Masalah lain yang muncul menderita meningoensefalitis, antara lain: gangguan kesadaran,
demam, sakit kepala, kejang, dan perubahan perilaku, serta dengan atau tanpa defisit neurologi
fokal. Status epileptikus ditandai dengan kejang yang berlangsung terus menerus selama ≥ 30
menit atau kejang berulang tanpa disertai pulihnya kesadaran diantara kejang tersebut.
(Callosum Neurology, Volume 2. Nomor 1: 1-7. 2019 ISSN 2614-0276 IE-ISSN 2614-0248)
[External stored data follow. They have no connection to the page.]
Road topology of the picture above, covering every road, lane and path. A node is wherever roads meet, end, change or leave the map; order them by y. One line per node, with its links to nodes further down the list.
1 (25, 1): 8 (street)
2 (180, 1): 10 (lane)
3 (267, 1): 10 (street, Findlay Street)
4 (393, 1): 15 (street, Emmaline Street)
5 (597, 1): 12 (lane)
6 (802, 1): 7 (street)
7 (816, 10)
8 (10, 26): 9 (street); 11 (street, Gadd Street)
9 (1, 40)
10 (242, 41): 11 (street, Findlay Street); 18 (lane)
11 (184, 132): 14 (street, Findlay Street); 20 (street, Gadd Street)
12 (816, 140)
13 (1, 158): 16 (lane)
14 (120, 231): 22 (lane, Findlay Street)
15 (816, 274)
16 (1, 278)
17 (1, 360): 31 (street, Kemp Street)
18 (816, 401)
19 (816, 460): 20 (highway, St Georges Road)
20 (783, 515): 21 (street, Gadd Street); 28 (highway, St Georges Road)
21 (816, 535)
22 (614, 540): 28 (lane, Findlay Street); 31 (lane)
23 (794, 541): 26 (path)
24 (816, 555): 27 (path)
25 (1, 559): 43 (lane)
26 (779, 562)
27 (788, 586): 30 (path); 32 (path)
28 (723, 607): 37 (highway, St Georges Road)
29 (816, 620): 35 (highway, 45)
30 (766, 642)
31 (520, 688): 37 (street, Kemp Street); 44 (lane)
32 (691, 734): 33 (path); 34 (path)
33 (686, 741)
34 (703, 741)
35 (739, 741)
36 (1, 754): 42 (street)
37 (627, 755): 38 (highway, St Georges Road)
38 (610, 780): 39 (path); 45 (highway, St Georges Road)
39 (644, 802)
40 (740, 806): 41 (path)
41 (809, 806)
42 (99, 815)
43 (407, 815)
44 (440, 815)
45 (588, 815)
Penelitian dalam jurnal yang dikeluarkan oleh (Eka Pangandaheng) dengan judul skripsi
“Gambaran Tingkat Pengetahuan dan Perilaku Masyarakat Tentang Penyakit Meningitis di Kelurahan
Soataloara II Kecamatan Tahuna Kabupaten Kepulauan Sangihe” mengemukan Sebagian besar responden
belum mengetahui tentang penyakit meningitis dan hanya kadang kadang menjaga kebersihan, dan inilah
masalah yang dapat menimbulkan penularan meningitis, dari hasil penelitian didapatkan data responden
memperlihatkan bahwa responden yang belum pernah mendengar atau mengetahui penyakit meningitis
sebanyak 62 orang (72,10%) dari 89 responden sejalan dengan penelitian yang dilakukan oleh Ritarwan
bahwa penyakit ini jauh lebih sering ditemukan di negara-negara sedang berkembang. Sekitar 75% kasus
terjadi pada anak-anak di bawah usia 5 tahun, dan 25% terjadi pada orang dewasa.
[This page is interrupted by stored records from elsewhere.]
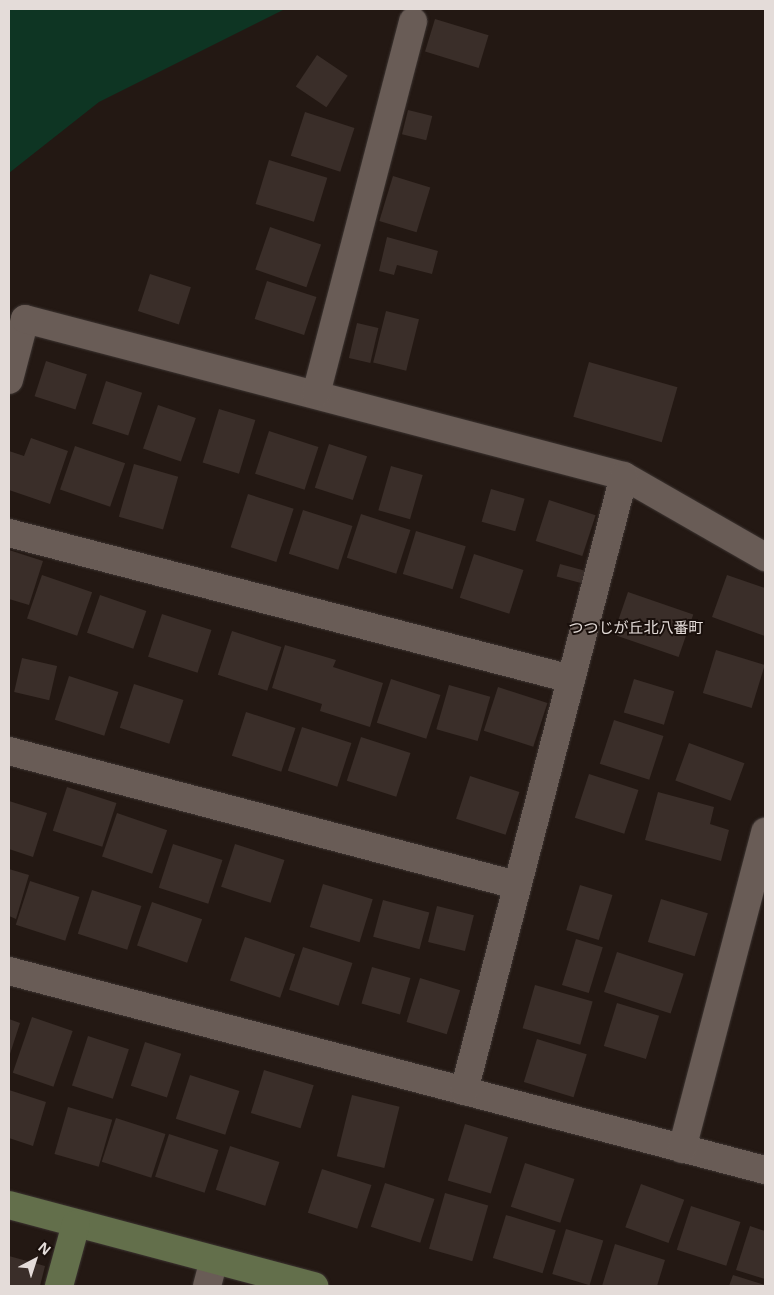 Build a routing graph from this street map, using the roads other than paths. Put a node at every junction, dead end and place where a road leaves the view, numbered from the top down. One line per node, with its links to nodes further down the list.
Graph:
1 (413, 21): 3 (street)
2 (9, 380): 3 (street)
3 (316, 394): 4 (street)
4 (624, 476): 6 (street); 7 (street)
5 (9, 533): 7 (street)
6 (765, 557)
7 (571, 679): 10 (street)
8 (9, 751): 10 (street)
9 (765, 832): 13 (street)
10 (516, 885): 12 (street)
11 (9, 971): 12 (street)
12 (464, 1090): 13 (street)
13 (682, 1149): 14 (street)
14 (765, 1170)
15 (9, 1205): 16 (street)
16 (76, 1224): 17 (street); 18 (street)
17 (214, 1260): 19 (street); 20 (street)
18 (59, 1286)
19 (207, 1286)
20 (314, 1286)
Masalah lain yang terjadi adalah, Sebanyak 64 responden (74,41%) berpendapat bahwa pertolongan
pertama pada penderita meningitis memerlukan dokter segera dan harus ditangani secara tepat dan benar,
sedangkan hasil dari penelitian yang dilakukan oleh Pasomba menyatakan mendapatkan bahwa infeksi
SSP khususnya meningitis, merupakan masalah yang serius sehingga dibutuhkan cara yang akurat dan
efisien untuk menegakkan diagnosis. Pemeriksaan fisik saja tidak cukup untuk menegakkan diagnosis
meningitis secara akurat, untuk itu dibutuhkan analisis cairan serebrospinal (CSS) yang diperoleh melalui
tindakan pungsi lumbal. Informasi yang dihasilkan melalui pemeriksaan CSS sangat penting dan bernilai
sebagai alat bantu diagnostik dalam mengevaluasi kondisi peradangan, perdarahan subaraknoid, serta
penyakit yang memengaruhi tekanan intracranial.
Masalah tingkat pengetahuan dan infromasi di indonesia masih minim ini dikuatkan dengan jurnal yang
dikeluarkan oleh Eka A. S. S. Pangandaheng, Arthur H.P. Mawuntu, Winifred Karema dari universitas
Sam Ratulangi Manado bahwa
1. Sebagian besar masyarakat belum mengetahui tentang penyakit meningitis, penyebab dari penyakit
meningitis, serta tindakan yang harus dilakukan bila mengalami penyakit meningitis.
2. Sebagian besar masyarakat tidak menganggap pemeriksaan pungsi lumbal sebagai pemeriksaan yang
berbahaya.
3. Sebagian besar masyarakat hanya kadang-kadang menjaga kebersihan di lingkungannya. Sebagian
besar masyarakat menolak tindakan pemeriksaan pungsi lumbal.